Hi, I’m Don Berwick, CMS administrator. Today’s a kind of red letter day, October 20th 2011. That’s the day in which we launch the Accountable Care Organization final rule and I just want to spend a minute describing this to you a bit.
This is one of the most exciting and important elements the Affordable Care Act. When we think about the goal of transforming American medicine into the kind of care that we all want for ourselves and our loved ones. American medicine is fragmented right now.
You get lost between the slats because we built the system that way, we pay for it that way, we train for it that way and institutions manage themselves separately. That’s not what patients need. That’s not what you want and I want. We want continuity and seamlessness and most of all we want to stay home and healthy instead of being in hospital beds or sick if we can avoid it.
We are trying now through all the policies in the Affordable Care Act to change the structures of incentive in support for the American health care system, so we can better support that seamless care. Right now in a fragmented payment system hospitals get rewarded, for example, for keeping their beds full. Doctors get rewarded for doing as much as they can. We’re, shifting that game. It now becomes not how much you do but how well you do, that determines the rewards you get and the support you get from us at CMS.

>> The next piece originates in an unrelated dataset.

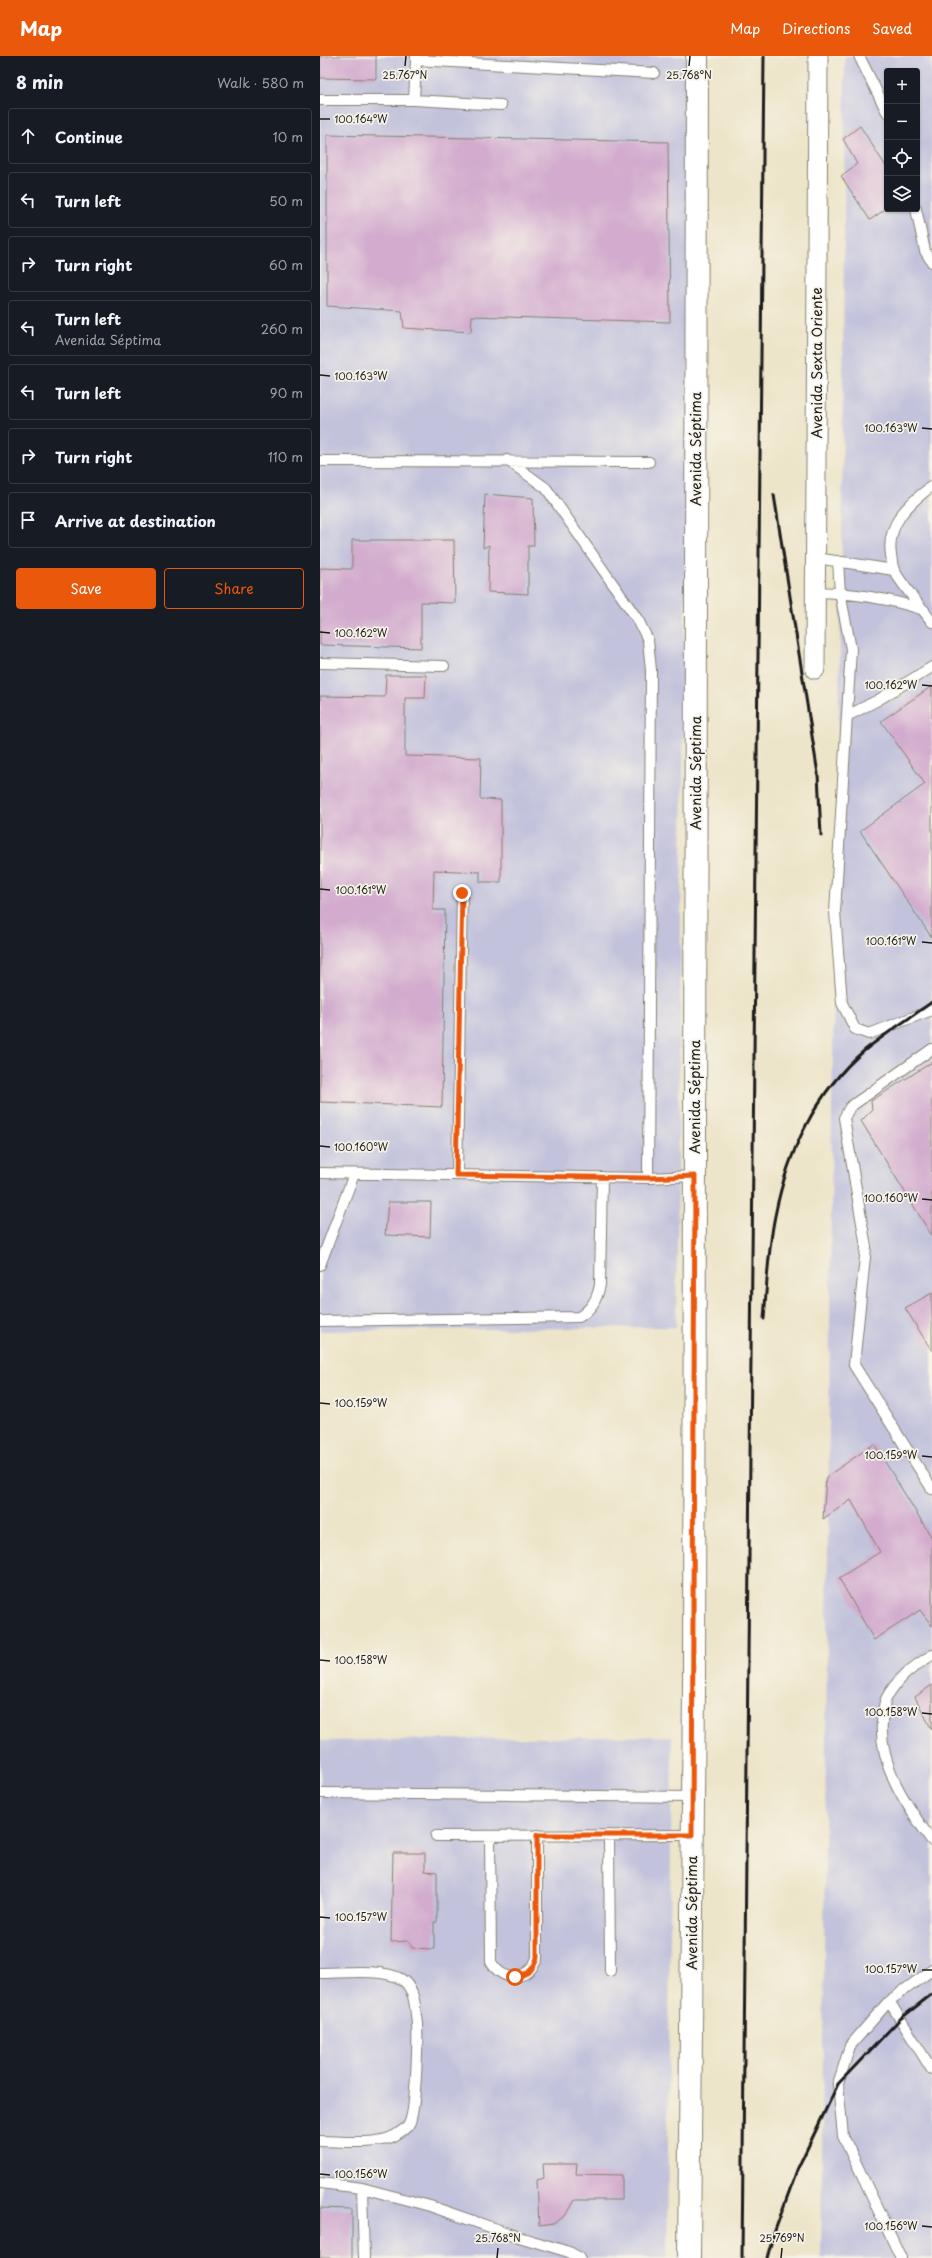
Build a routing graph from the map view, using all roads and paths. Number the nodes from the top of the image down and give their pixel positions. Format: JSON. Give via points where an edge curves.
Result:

That’s really what doctors and nurses and hospitals want to do anyway. What’s the idea behind an Accountable Care Organization, is to set up a structure, in which doctors and hospitals and others can join together and take responsibility for a group of patients, Medicare beneficiaries, who are attributed to them.
We watch the beneficiaries, we watch where they get their care and if they get the majority of their care from a group of doctors who want to form an ACO then those patients are attributed to the ACO. They still can go anywhere they want, it’s still a Medicare fee for services to the patient lost no choices. But now that ACO conformance say we want to take responsibility for these people that come to us for care, as the ACO then begins to better coordinate care for those people building more cooperation, investing in care coordination, adopting electronic records, working in such a way that people can stay out of the hospital and stay healthy.

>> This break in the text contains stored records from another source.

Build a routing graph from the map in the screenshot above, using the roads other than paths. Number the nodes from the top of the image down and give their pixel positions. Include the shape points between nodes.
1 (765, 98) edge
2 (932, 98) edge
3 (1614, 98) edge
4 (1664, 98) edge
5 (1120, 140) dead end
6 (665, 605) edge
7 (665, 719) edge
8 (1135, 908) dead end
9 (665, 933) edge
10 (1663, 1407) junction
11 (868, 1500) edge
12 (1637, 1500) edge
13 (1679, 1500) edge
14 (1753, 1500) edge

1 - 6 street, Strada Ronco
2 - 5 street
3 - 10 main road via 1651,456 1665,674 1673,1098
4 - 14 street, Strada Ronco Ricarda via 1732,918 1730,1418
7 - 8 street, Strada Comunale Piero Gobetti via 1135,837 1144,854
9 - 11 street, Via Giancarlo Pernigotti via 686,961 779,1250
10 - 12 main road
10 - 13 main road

What will happen is cost will fall and quality will go up and now in the Accountable Care Organization world they can share in the savings. We split the savings with them. Medicare keeps some, some goes back to the providers of care We don’t want them skimping on care and so we watch quality very closely. The ACO rule has in it 33 measures of quality that we’re going to track really closely, and all of the normal functions of anti-trust regulations and others are watching for good behaviors.

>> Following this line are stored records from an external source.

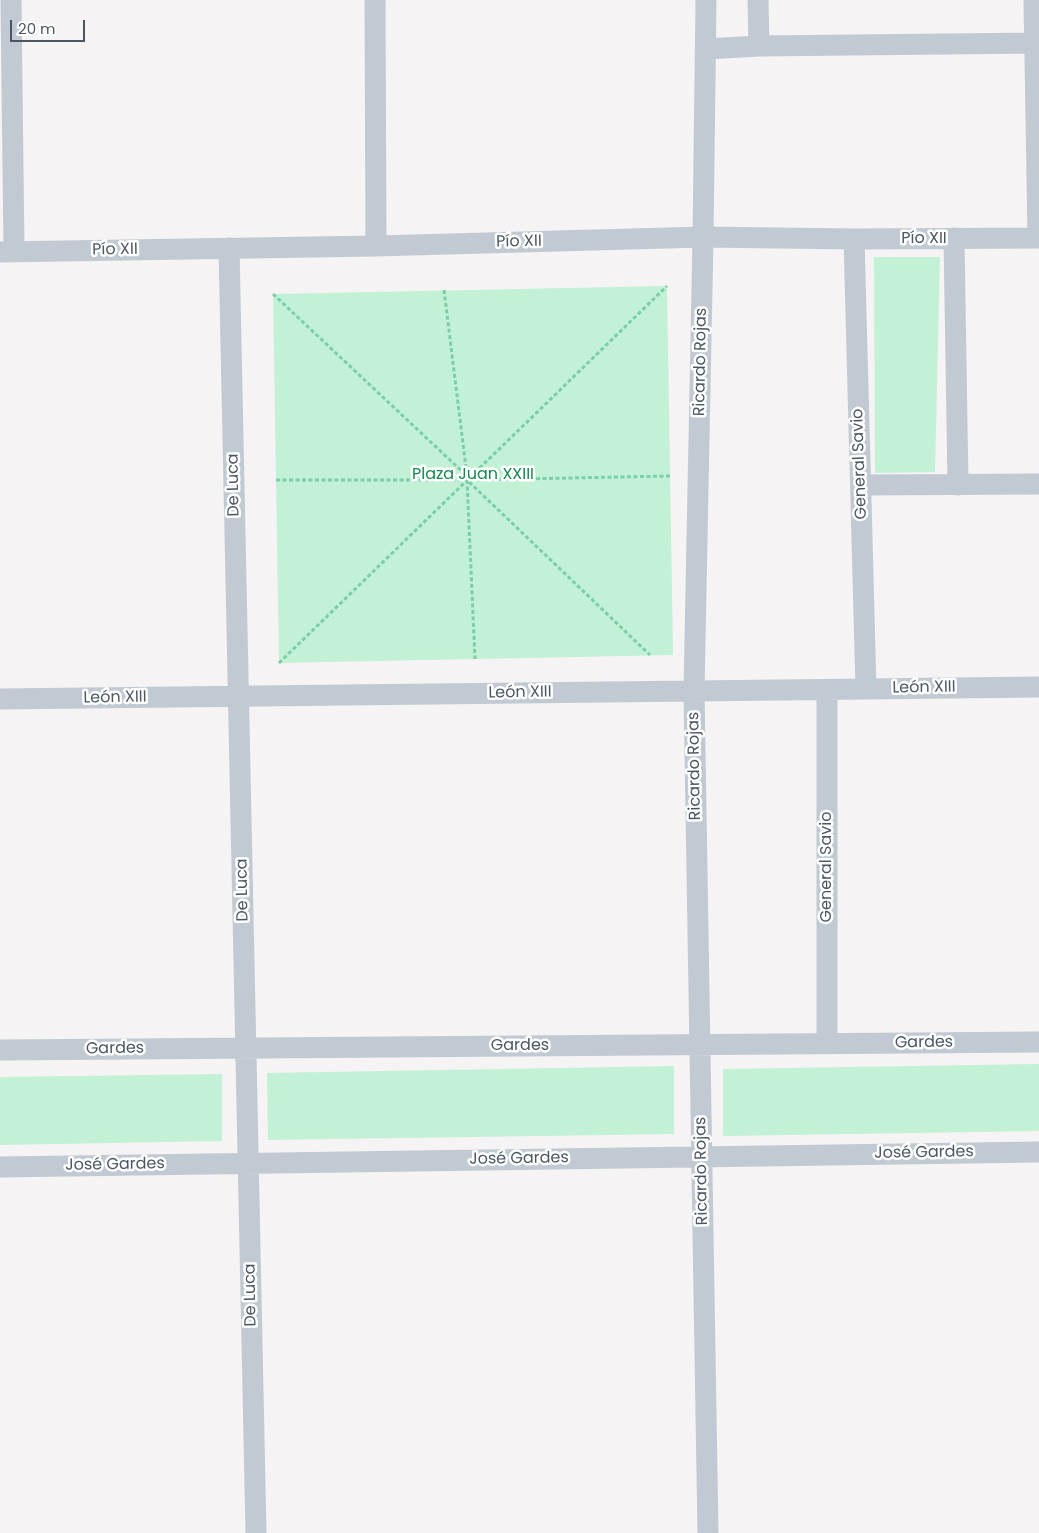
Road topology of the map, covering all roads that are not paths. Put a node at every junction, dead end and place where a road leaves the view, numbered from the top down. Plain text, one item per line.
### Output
1 (11, 0) edge
2 (375, 0) edge
3 (706, 0) edge
4 (758, 0) edge
5 (1034, 0) edge
6 (1037, 43) edge
7 (759, 46) junction
8 (706, 49) junction
9 (703, 237) junction
10 (954, 238) junction
11 (1039, 238) edge
12 (854, 239) junction
13 (376, 246) junction
14 (229, 248) junction
15 (7, 251) edge
16 (958, 484) junction
17 (1039, 484) edge
18 (860, 485) junction
19 (1039, 687) edge
20 (866, 689) junction
21 (827, 690) junction
22 (694, 691) junction
23 (239, 696) junction
24 (0, 699) edge
25 (1039, 1042) edge
26 (827, 1044) junction
27 (700, 1045) junction
28 (246, 1048) junction
29 (0, 1050) edge
30 (1039, 1152) edge
31 (702, 1157) junction
32 (248, 1164) junction
33 (0, 1167) edge
34 (256, 1533) edge
35 (708, 1533) edge

1 - 15 street
2 - 13 street
3 - 8 street, Ricardo Rojas
4 - 7 street
5 - 6 street
6 - 7 street
6 - 11 street
7 - 8 street
8 - 9 street, Ricardo Rojas
9 - 12 street, Pío XII
9 - 13 street, Pío XII
9 - 22 street, Ricardo Rojas
10 - 11 street, Pío XII
10 - 12 street, Pío XII
10 - 16 street
12 - 18 street, General Savio
13 - 14 street, Pío XII
14 - 15 street, Pío XII
14 - 23 street, De Luca
16 - 17 street
16 - 18 street
18 - 20 street, General Savio
19 - 20 street, León XIII
20 - 21 street, León XIII
21 - 22 street, León XIII
21 - 26 street, General Savio
22 - 23 street, León XIII
22 - 27 street, Ricardo Rojas
23 - 24 street, León XIII
23 - 28 street, De Luca
25 - 26 street, Gardes
26 - 27 street, Gardes
27 - 28 street, Gardes
27 - 31 street, Ricardo Rojas
28 - 29 street, Gardes
28 - 32 street, De Luca
30 - 31 street, José Gardes
31 - 32 street, José Gardes
31 - 35 street, Ricardo Rojas
32 - 33 street, José Gardes
32 - 34 street, De Luca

I think the provider community will rise to that. In the ACO rule we’re offering a range of options about how you can get into this shared savings environment all the way from the track one of the rule in which you’re allowed to share savings but you don’t have any downside risk if costs go too high, way over to the pioneer program, offered now by the center for Medicare and Medicaid innovation which you can actually share more savings but take more risk if costs go too high. In all cases we’re protecting the beneficiary but watching care very, very closely to make sure that it’s improvements that’s generating the savings that we can now share.
There’s lots of interest in this all over the country. We’re going to see ACOs of many forms develop and I’m pretty excited about getting this rule into final form. I’ve got to thank, literally hundreds of your colleagues, people all over CMS, all over HHS indeed, and other government agencies have been getting together to help shape this rule to download and read the over 1200 comments we got to travel all over the United States getting feedback so that the final rule can be much better than the proposed rule as indeed it is.
I think we have a really exciting program on our hands. Many of you will be called upon to explain this rule to beneficiaries, to your friends and neighbors and your family. Now I’d like to make sure you have all the information you want about this. So log on to cms.gov/aco or find other ways to get information, inform yourselves and we’ll be reaching out with information to CMS employees so you can understand this wonderful, wonderful new program.
It’s part of the transition to the American health care system we want, which is really supporting care, to keep people healthy and which the whole structure of care shifts from volume to value from how much you do to how well the patient does and that’s what the ACO is intended to do. It’s a pretty exciting day. Thanks.